◆ Prompt ◆
Lines with the word "Cimetières" are the ones wanted. Copy each of them from the entries below.

◆ Data supplied ◆
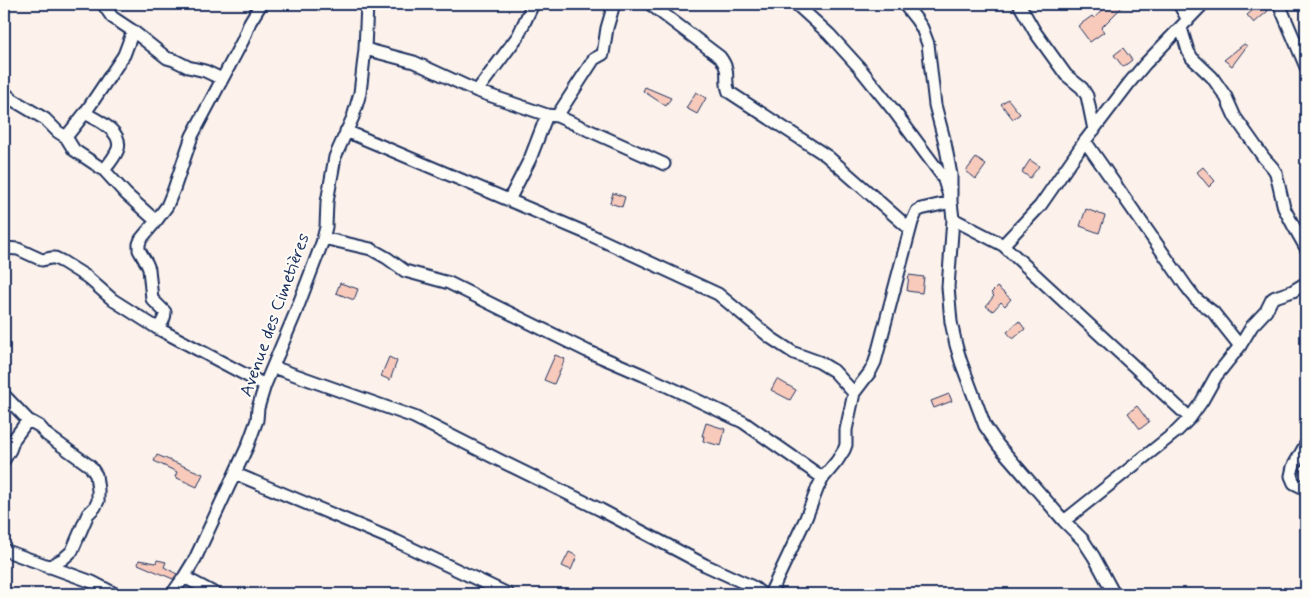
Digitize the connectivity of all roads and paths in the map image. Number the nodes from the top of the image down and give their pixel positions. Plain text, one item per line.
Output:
1 (103, 4) edge
2 (261, 4) edge
3 (367, 4) edge
4 (534, 4) edge
5 (614, 4) edge
6 (650, 4) edge
7 (904, 4) edge
8 (1019, 4) edge
9 (1179, 4) edge
10 (1204, 4) edge
11 (1279, 4) edge
12 (802, 5) edge
13 (1185, 24) junction
14 (132, 31) junction
15 (365, 49) junction
16 (1306, 67) edge
17 (222, 79) junction
18 (477, 91) junction
19 (4, 92) edge
20 (85, 113) junction
21 (552, 115) junction
22 (1094, 130) junction
23 (346, 131) junction
24 (66, 138) junction
25 (1085, 141) junction
26 (664, 164) dead end
27 (104, 170) junction
28 (509, 200) junction
29 (951, 202) junction
30 (917, 212) junction
31 (894, 215) junction
32 (953, 219) junction
33 (156, 221) junction
34 (910, 229) junction
35 (323, 238) junction
36 (1003, 246) junction
37 (4, 248) edge
38 (1306, 248) edge
39 (1306, 284) edge
40 (157, 328) junction
41 (1240, 346) junction
42 (273, 367) junction
43 (265, 385) junction
44 (854, 393) junction
45 (4, 395) edge
46 (1190, 418) junction
47 (28, 420) junction
48 (1306, 444) edge
49 (4, 460) edge
50 (236, 474) junction
51 (823, 478) junction
52 (1306, 488) edge
53 (1064, 521) junction
54 (4, 550) edge
55 (48, 567) junction
56 (184, 577) junction
57 (115, 594) edge
58 (172, 594) edge
59 (216, 594) edge
60 (508, 594) edge
61 (762, 594) edge
62 (770, 594) edge
63 (1114, 594) edge

1 - 14 street
2 - 17 street
3 - 15 street, Avenue des Cimetières
4 - 18 street
5 - 21 street
6 - 31 street
7 - 29 street
8 - 22 street
9 - 13 street
10 - 13 street
11 - 16 street
12 - 29 street
13 - 22 street
13 - 38 street
14 - 17 street
14 - 20 street
15 - 18 street
15 - 23 street, Avenue des Cimetières
17 - 33 street
18 - 21 street
19 - 24 street
20 - 24 street
20 - 27 street
21 - 26 street
21 - 28 street
22 - 25 street
23 - 28 street
23 - 35 street, Avenue des Cimetières
24 - 27 street
25 - 36 street
25 - 41 street
27 - 33 street
28 - 44 street
29 - 30 street
29 - 32 street
30 - 31 street
30 - 34 street
31 - 34 street
32 - 36 street
32 - 53 street
33 - 40 street
34 - 44 street
35 - 42 street, Avenue des Cimetières
35 - 51 street
36 - 46 street
37 - 40 street
39 - 41 street
40 - 43 street
41 - 46 street
42 - 43 street, Avenue des Cimetières
42 - 61 street
43 - 50 street, Avenue des Cimetières
44 - 51 street
45 - 47 street
46 - 53 street
47 - 49 street
47 - 55 street
48 - 52 street
50 - 56 street, Avenue des Cimetières
50 - 60 street
51 - 62 street
53 - 63 street
54 - 55 street
55 - 57 street
56 - 58 street, Avenue des Cimetières
56 - 59 street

◆ Task response ◆
3 - 15 street, Avenue des Cimetières
15 - 23 street, Avenue des Cimetières
23 - 35 street, Avenue des Cimetières
35 - 42 street, Avenue des Cimetières
42 - 43 street, Avenue des Cimetières
43 - 50 street, Avenue des Cimetières
50 - 56 street, Avenue des Cimetières
56 - 58 street, Avenue des Cimetières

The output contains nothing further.